C'est, pour l'instant, les deux seuls exemples que j'ai observé de l'épitoge sur les statues de saint Yves en Bretagne.
Saint Michel terrassant le Dragon.
Père trinitaire
ou plutôt, puisque la colombe est absente, Père de Pitié, Dieu-le-Père tenant dans ses bras le corps de son Fils, où, ici, un crucifix. XVIe siècle. (crucifix récent)
Sainte Claire
Saint François.
présentant ses stigmates. Noter les nœuds de capucin de la cordelière, dont le nombre (3) honore le dogme de la Trinité.
Saint Eutrope évêque.
Le Chanoine Pérennès écrivait :"Celui-ci est invoqué pour la guérison des maux de ventre, et l’on a recours à l’étrange coutume suivante : contre la statue du saint on frotte la chemise du malade placée au bout d’un bâton — parce que la statue est haute — et l’on en revêt ensuite le malade"
Vierge .
Notre-Dame-de-Bonne-Nouvelle.
Je vais peut-être avoir ici un indice pour la première statue non identifiée, puisque le livre que tient Notre-Dame est entouré d'un tissu de protection qui semble faire partie de sa reliure.
Sainte Madeleine .
15e siècle.
J'ai cru d'abord qu'il ne s'agissait plus de Marie-Madeleine baignant les pieds de son Rabouni de ses pleurs et de ses cheveux, ni de celle qui apporte le flacon d'onguent lors de la mise au tombeau, mais de Madeleine retirée, après l'Ascension du Christ dans une grotte où elle fut nourrie pendant trente ans par des anges qui l'élevait dans l'air pour qu'elle se rende à l'office *. Car ses cheveux ruisselant sur ses épaules comme une toison animale la faisait ressembler à Jean-Baptiste dans son désert. Mais sa robe est trop élégante pour les solitudes du massif de la Sainte-Baume, son front est encore épilé avec soin, son manteau est trop bien taillé, et sa ceinture, où est suspendue une chaîne terminée par un gland, souligne trop bien ce galbe d'un bassin projeté en avant selon la mode de l'époque. Un coup de peinture, et elle retrouverait tout son lustre.

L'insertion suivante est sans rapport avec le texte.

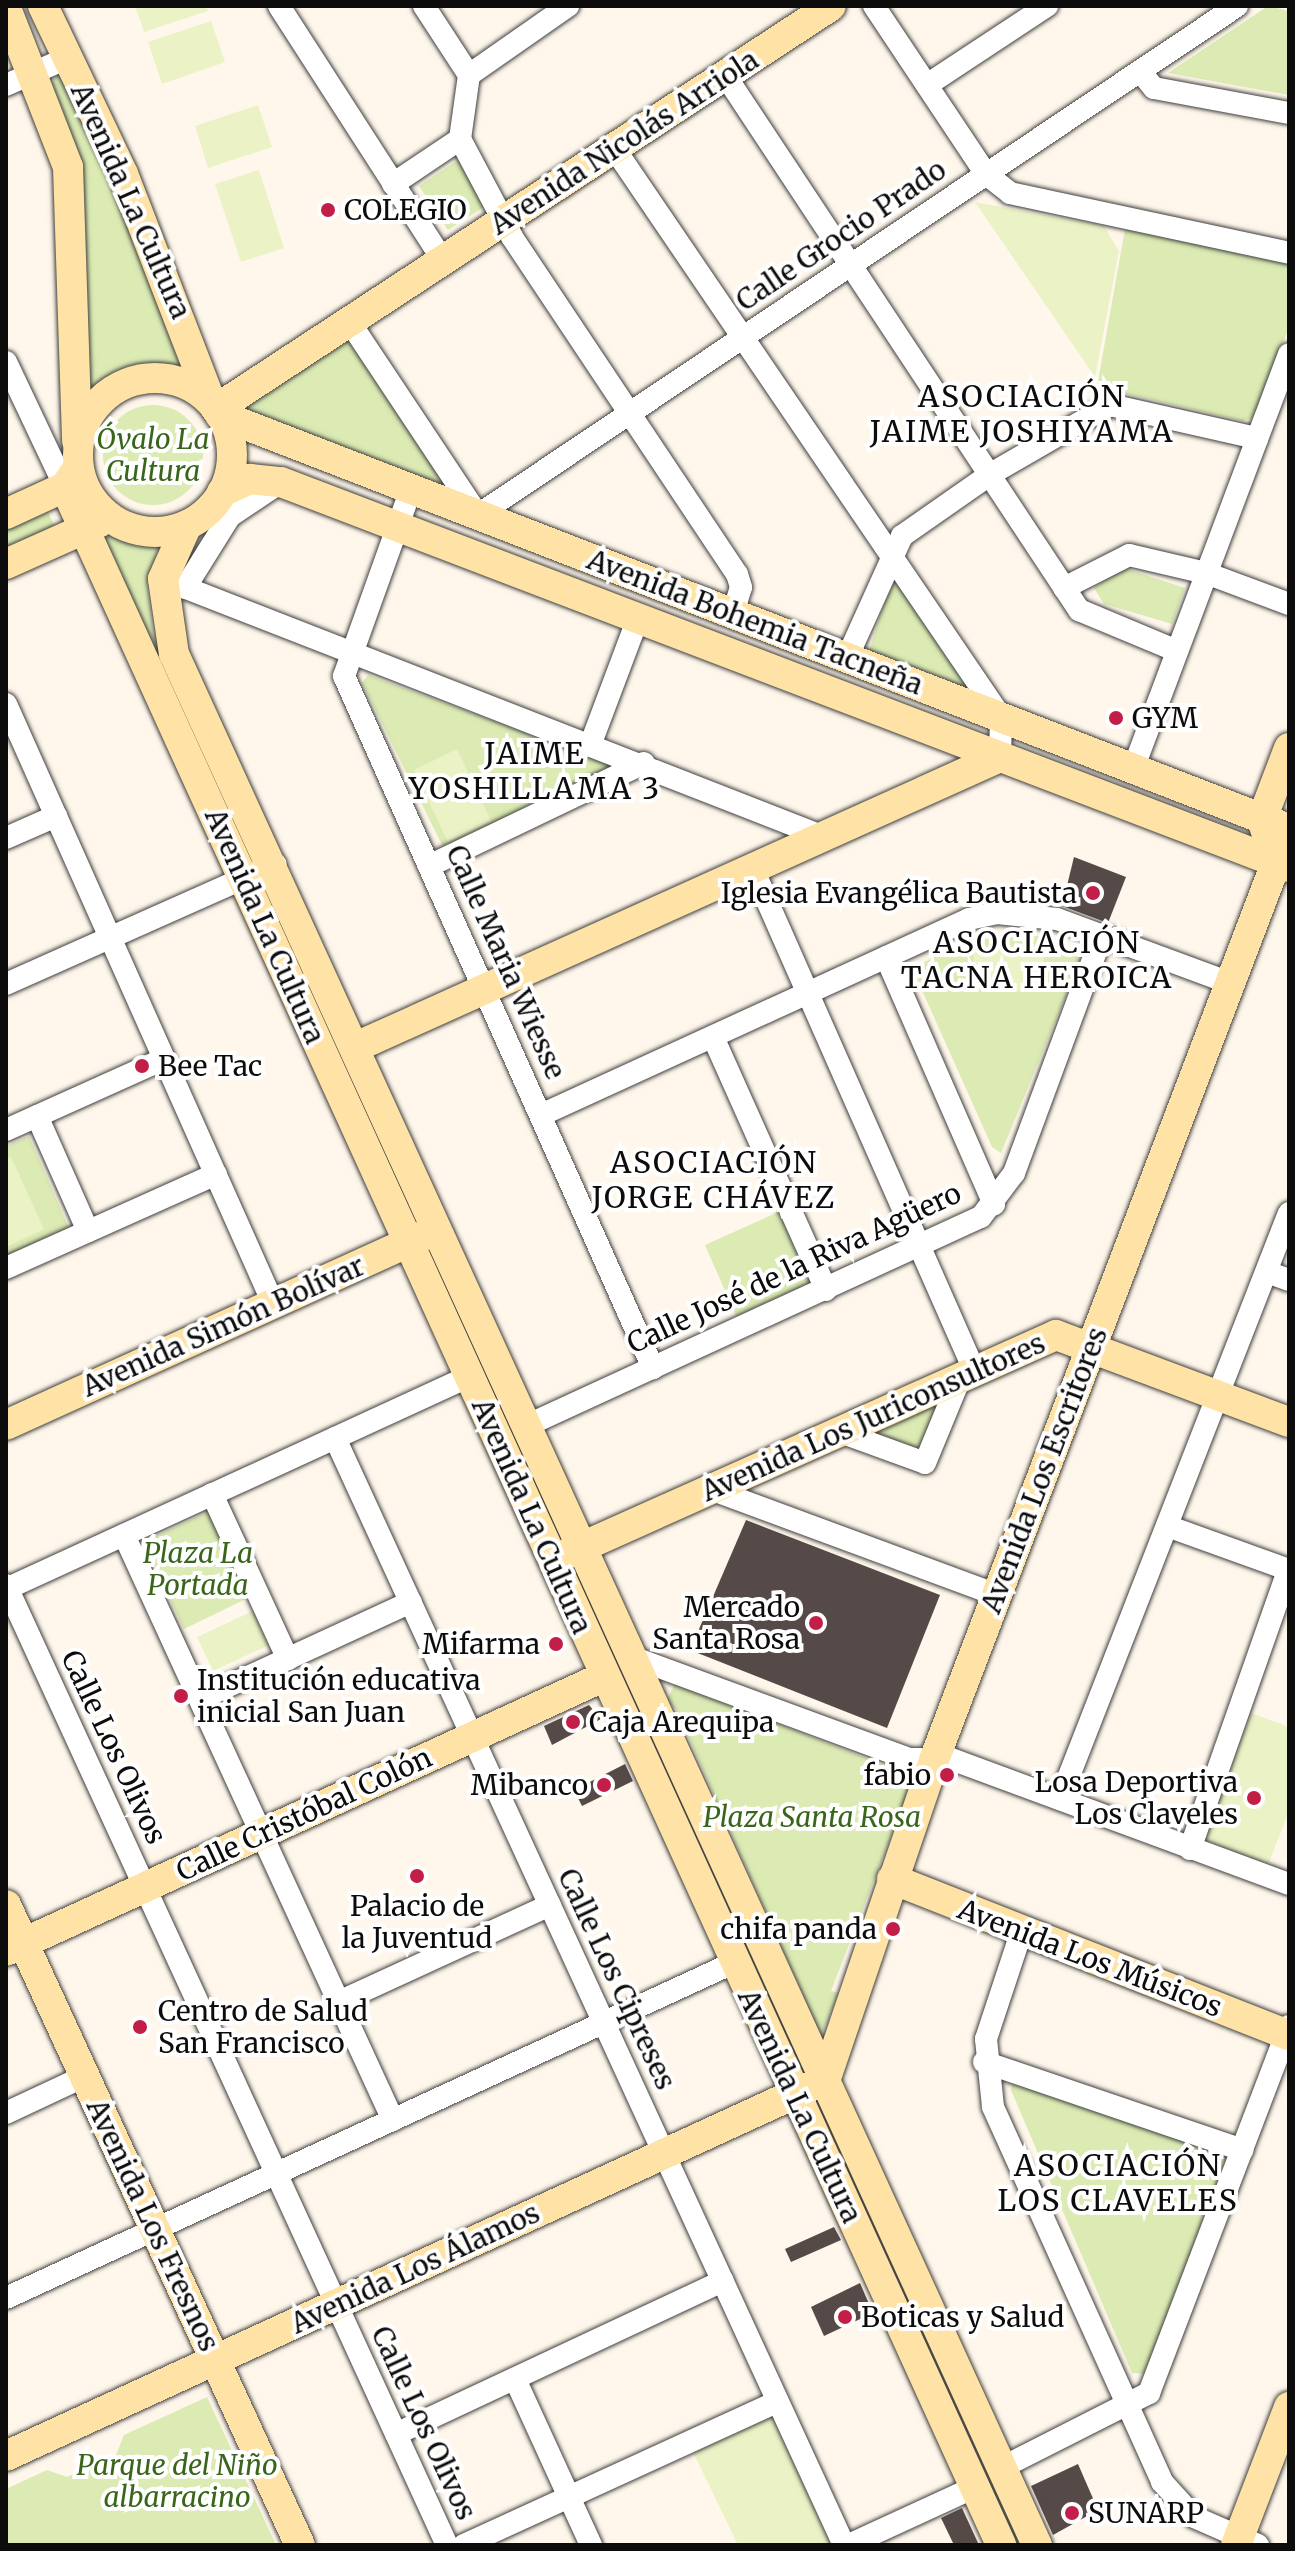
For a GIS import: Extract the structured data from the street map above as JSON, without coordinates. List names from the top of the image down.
{
  "streets": {
    "street": [
      "Avenida Nicolás Arriola",
      "Avenida La Cultura",
      "Calle Grocio Prado",
      "Avenida Bohemia Tacneña",
      "Calle Maria Wiesse",
      "Calle José de la Riva Agüero",
      "Avenida Simón Bolívar",
      "Avenida Los Juriconsultores",
      "Avenida Los Escritores",
      "Calle Los Olivos",
      "Calle Cristóbal Colón",
      "Avenida Los Músicos",
      "Calle Los Cipreses",
      "Avenida Los Fresnos",
      "Avenida Los Álamos"
    ]
  },
  "crossings": [
    ["Avenida Nicolás Arriola", "Avenida La Cultura"],
    ["Avenida Nicolás Arriola", "Avenida Bohemia Tacneña"],
    ["Avenida La Cultura", "Avenida Bohemia Tacneña"],
    ["Avenida La Cultura", "Calle José de la Riva Agüero"],
    ["Avenida La Cultura", "Avenida Simón Bolívar"],
    ["Avenida La Cultura", "Avenida Los Juriconsultores"],
    ["Avenida La Cultura", "Avenida Los Escritores"],
    ["Avenida La Cultura", "Calle Cristóbal Colón"],
    ["Avenida La Cultura", "Avenida Los Álamos"],
    ["Calle Grocio Prado", "Avenida Bohemia Tacneña"],
    ["Avenida Bohemia Tacneña", "Calle Maria Wiesse"],
    ["Avenida Bohemia Tacneña", "Avenida Los Escritores"],
    ["Calle Maria Wiesse", "Calle José de la Riva Agüero"],
    ["Avenida Los Juriconsultores", "Avenida Los Escritores"],
    ["Avenida Los Escritores", "Avenida Los Músicos"],
    ["Avenida Los Escritores", "Avenida Los Álamos"],
    ["Calle Los Olivos", "Calle Cristóbal Colón"],
    ["Calle Los Olivos", "Avenida Los Álamos"],
    ["Calle Cristóbal Colón", "Calle Los Cipreses"],
    ["Calle Cristóbal Colón", "Avenida Los Fresnos"],
    ["Calle Los Cipreses", "Avenida Los Álamos"],
    ["Avenida Los Fresnos", "Avenida Los Álamos"]
  ],
  "districts": [
    "ASOCIACIÓN JAIME JOSHIYAMA",
    "JAIME YOSHILLAMA 3",
    "ASOCIACIÓN TACNA HEROICA",
    "ASOCIACIÓN JORGE CHÁVEZ",
    "ASOCIACIÓN LOS CLAVELES"
  ],
  "parks": [
    "Óvalo La Cultura",
    "Plaza La Portada",
    "Plaza Santa Rosa",
    "Parque del Niño albarracino"
  ],
  "places": [
    "COLEGIO",
    "GYM",
    "Iglesia Evangélica Bautista",
    "Bee Tac",
    "Mercado Santa Rosa",
    "Mifarma",
    "Institución educativa inicial San Juan",
    "Caja Arequipa",
    "fabio",
    "Mibanco",
    "Losa Deportiva Los Claveles",
    "Palacio de la Juventud",
    "chifa panda",
    "Centro de Salud San Francisco",
    "Boticas y Salud",
    "SUNARP"
  ]
}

*"Angelos suos Deus cotidie sua pietate mandat ut divinum michi officium singulis horis persolvant. Qui et me frequenter deducunt in aera in quibus repleor suavitate melliflua" Vita eremetica beatae Mariae Magdalenae
Sainte Marguerite d'Antioche issant de son dragon.

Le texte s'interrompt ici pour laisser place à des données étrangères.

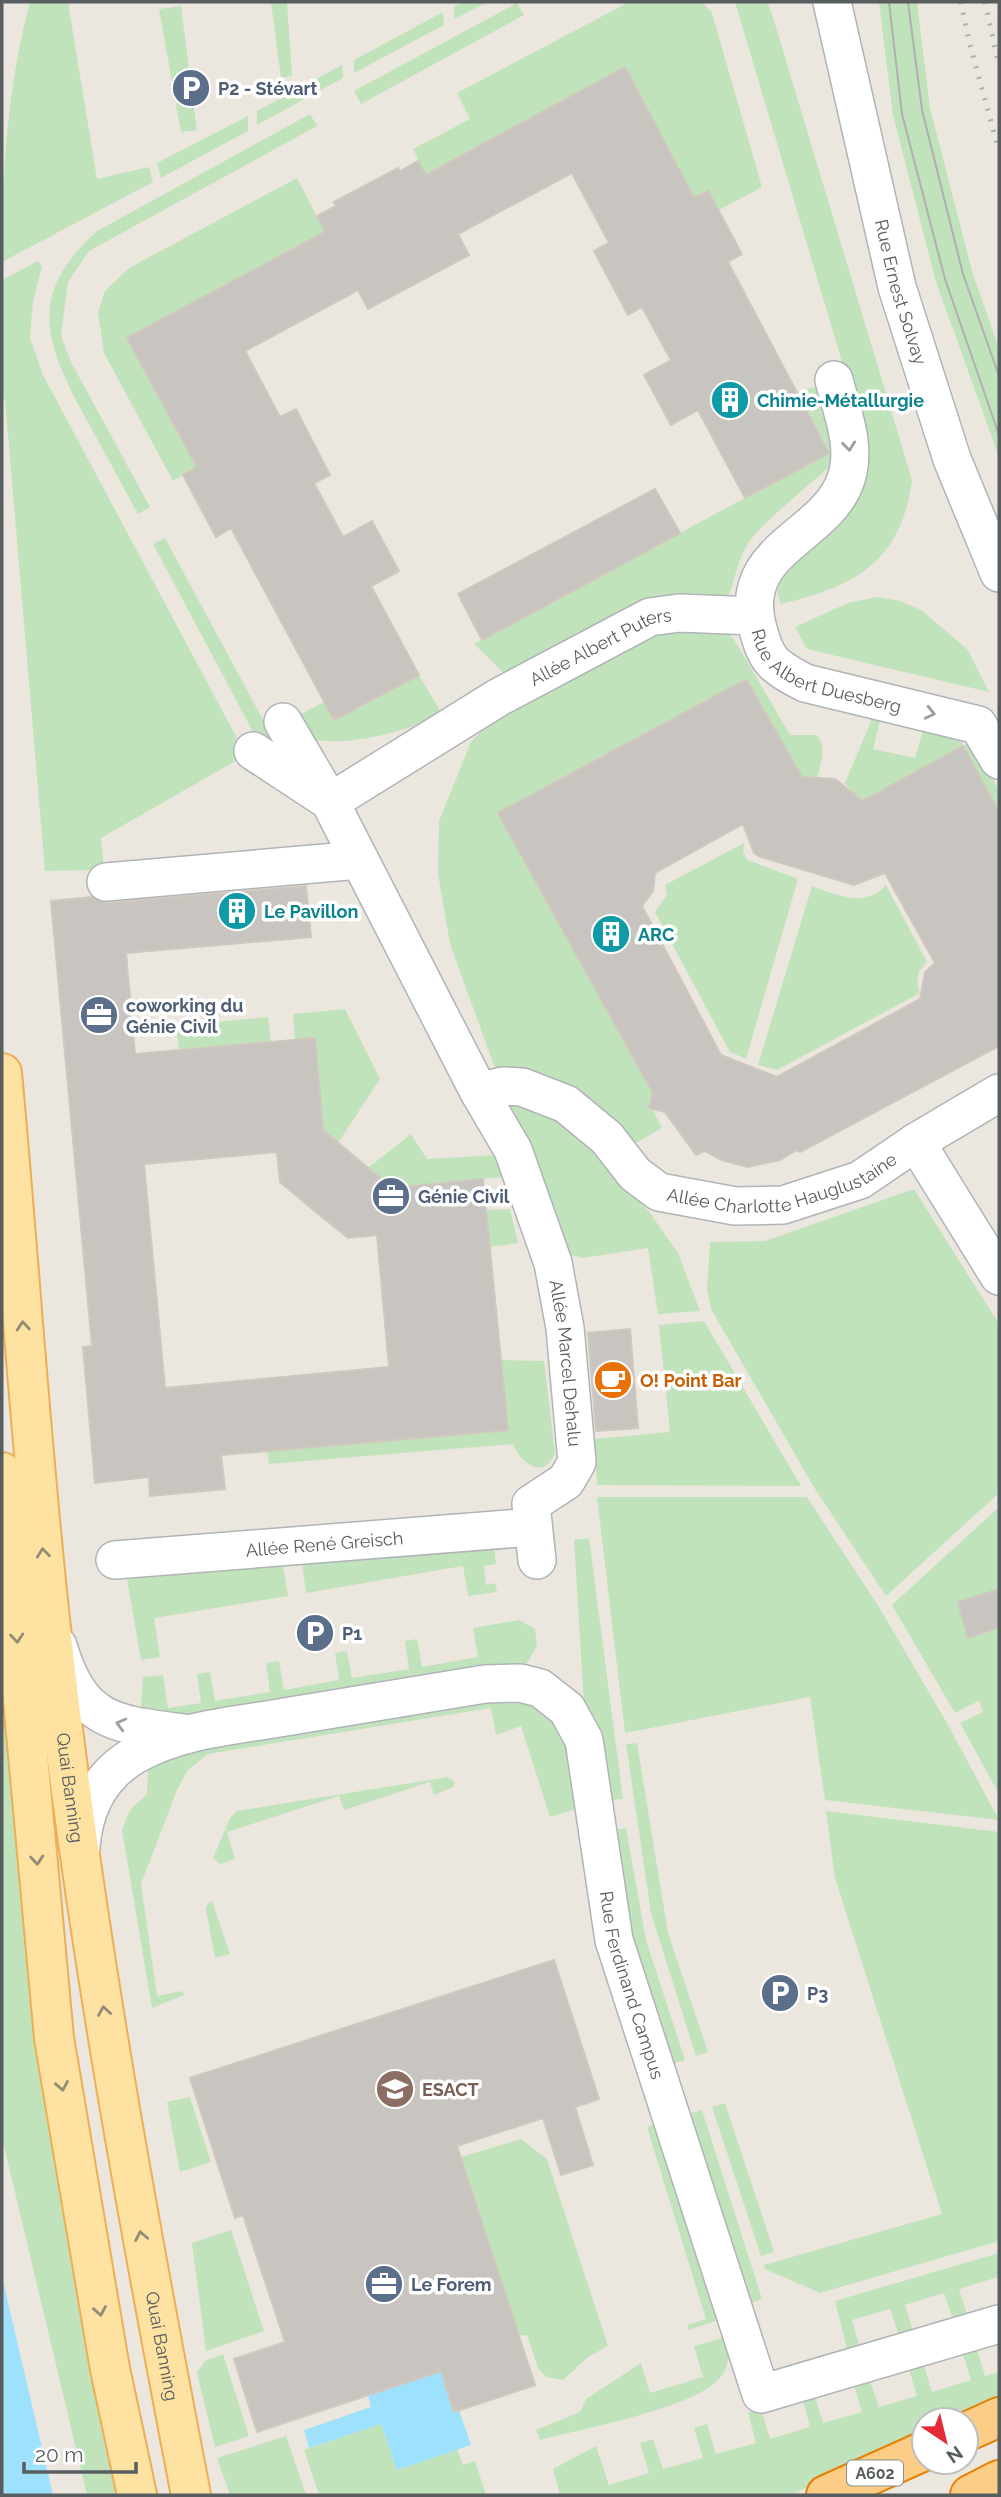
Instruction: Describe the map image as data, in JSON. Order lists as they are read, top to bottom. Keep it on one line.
{"streets":{"highway":["A602"],"main road":["Quai Banning"],"street":["Rue Ernest Solvay","Allée Albert Puters","Rue Albert Duesberg","Allée Charlotte Hauglustaine","Allée Marcel Dehalu","Allée René Greisch","Rue Ferdinand Campus"]},"crossings":[["Allée Albert Puters","Rue Albert Duesberg"],["Allée Charlotte Hauglustaine","Allée Marcel Dehalu"],["Allée Marcel Dehalu","Allée René Greisch"]],"places":{"parking":["P2 - Stévart","P1","P3"],"building":["Chimie-Métallurgie","Le Pavillon","ARC"],"office":["coworking du Génie Civil","Génie Civil","Le Forem"],"cafe":["O! Point Bar"],"school or university":["ESACT"]},"scale_bar":"20 m","north":"bottom right"}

Saint Bernardin de Sienne, Confesseur
Par trois fois il refusa le poste d'évêque, notamment de Sienne ; et les trois mitres à ses pieds témoignent de ces refus pour mieux se consacrer à sa vocation de franciscain. Il ne refusa pourtant point le poste de Vicaire général des Franciscains de la Stricte-Observance. Ce fut un prêcheur renommé qui donnait ses sermons hors des églises en brandissant un panneau portant le monogramme christique IHS dans un soleil d'or, comme le montre cette statue. Il n'est pas certain que cet italien ait eu des yeux aussi bleus que sur son effigie de Penmarc'h.
Saint Gildas.
Sainte Barbe.
Vierge à l'Enfant.
Pierre, reste de polychromie, bleu.
Certainement l'une des plus émouvantes par sa simplicité.
Balustrade du Chœur en fer forgé
conservant la mémoire des Trésoriers Noël TRIVIDIC et Guillaume BARIOU I.